EXERCISE INSTRUCTIONS
Every line of the material is to be returned verbatim. Pictures stay out.

EXTRACTED RECORDS
*-*-*

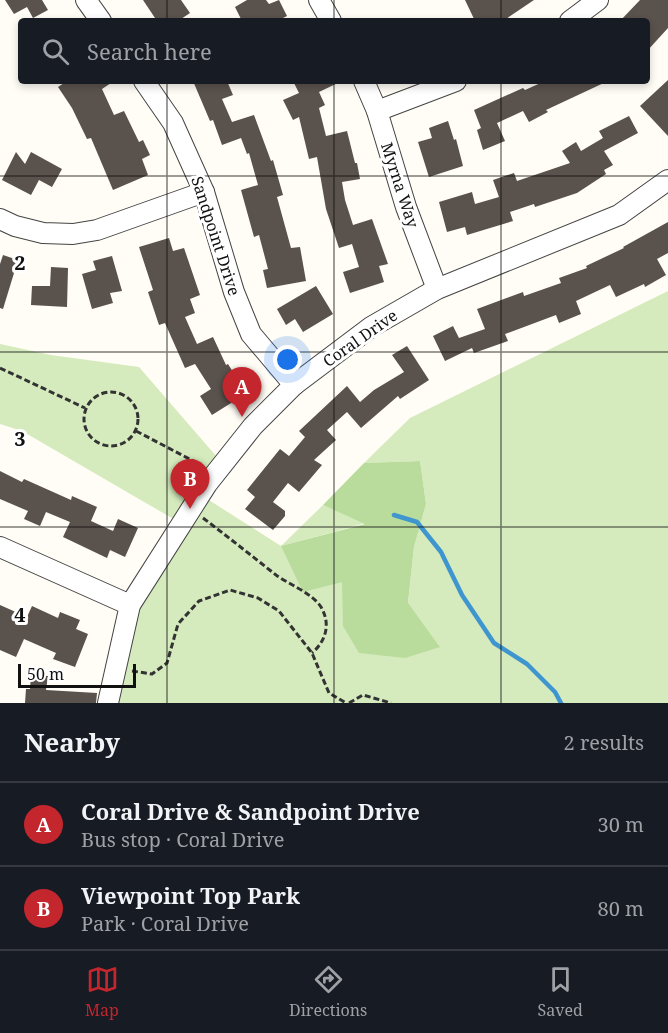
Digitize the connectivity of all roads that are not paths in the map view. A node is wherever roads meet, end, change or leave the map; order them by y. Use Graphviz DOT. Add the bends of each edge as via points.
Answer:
graph roads {
  1 [pos="86,0"];
  2 [pos="319,0"];
  3 [pos="598,0"];
  4 [pos="99,18"];
  5 [pos="329,18"];
  6 [pos="574,18"];
  7 [pos="146,84"];
  8 [pos="365,84"];
  9 [pos="448,84"];
  10 [pos="377,111"];
  11 [pos="668,180"];
  12 [pos="204,192"];
  13 [pos="0,219"];
  14 [pos="437,289"];
  15 [pos="294,386"];
  16 [pos="0,547"];
  17 [pos="130,605"];
  18 [pos="108,703"];
  1 -- 4 [label="street"];
  2 -- 5 [label="street"];
  3 -- 6 [label="street"];
  7 -- 12 [label="street, Sandpoint Drive" via="173,123"];
  8 -- 10 [label="street, Myrna Way"];
  9 -- 10 [label="street"];
  10 -- 14 [label="street, Myrna Way" via="406,207"];
  11 -- 14 [label="street, Coral Drive" via="619,215"];
  12 -- 13 [label="street" via="97,230 73,234 43,233"];
  12 -- 15 [label="street, Sandpoint Drive" via="251,334"];
  14 -- 15 [label="street, Coral Drive" via="371,327"];
  15 -- 17 [label="street, Coral Drive" via="253,426 216,473"];
  16 -- 17 [label="street"];
  17 -- 18 [label="street, Coral Drive"];
}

*-*-*

WRITTEN ANSWER
Digitize the connectivity of all roads that are not paths in the map view. A node is wherever roads meet, end, change or leave the map; order them by y. Use Graphviz DOT. Add the bends of each edge as via points.
Answer:
graph roads {
  1 [pos="86,0"];
  2 [pos="319,0"];
  3 [pos="598,0"];
  4 [pos="99,18"];
  5 [pos="329,18"];
  6 [pos="574,18"];
  7 [pos="146,84"];
  8 [pos="365,84"];
  9 [pos="448,84"];
  10 [pos="377,111"];
  11 [pos="668,180"];
  12 [pos="204,192"];
  13 [pos="0,219"];
  14 [pos="437,289"];
  15 [pos="294,386"];
  16 [pos="0,547"];
  17 [pos="130,605"];
  18 [pos="108,703"];
  1 -- 4 [label="street"];
  2 -- 5 [label="street"];
  3 -- 6 [label="street"];
  7 -- 12 [label="street, Sandpoint Drive" via="173,123"];
  8 -- 10 [label="street, Myrna Way"];
  9 -- 10 [label="street"];
  10 -- 14 [label="street, Myrna Way" via="406,207"];
  11 -- 14 [label="street, Coral Drive" via="619,215"];
  12 -- 13 [label="street" via="97,230 73,234 43,233"];
  12 -- 15 [label="street, Sandpoint Drive" via="251,334"];
  14 -- 15 [label="street, Coral Drive" via="371,327"];
  15 -- 17 [label="street, Coral Drive" via="253,426 216,473"];
  16 -- 17 [label="street"];
  17 -- 18 [label="street, Coral Drive"];
}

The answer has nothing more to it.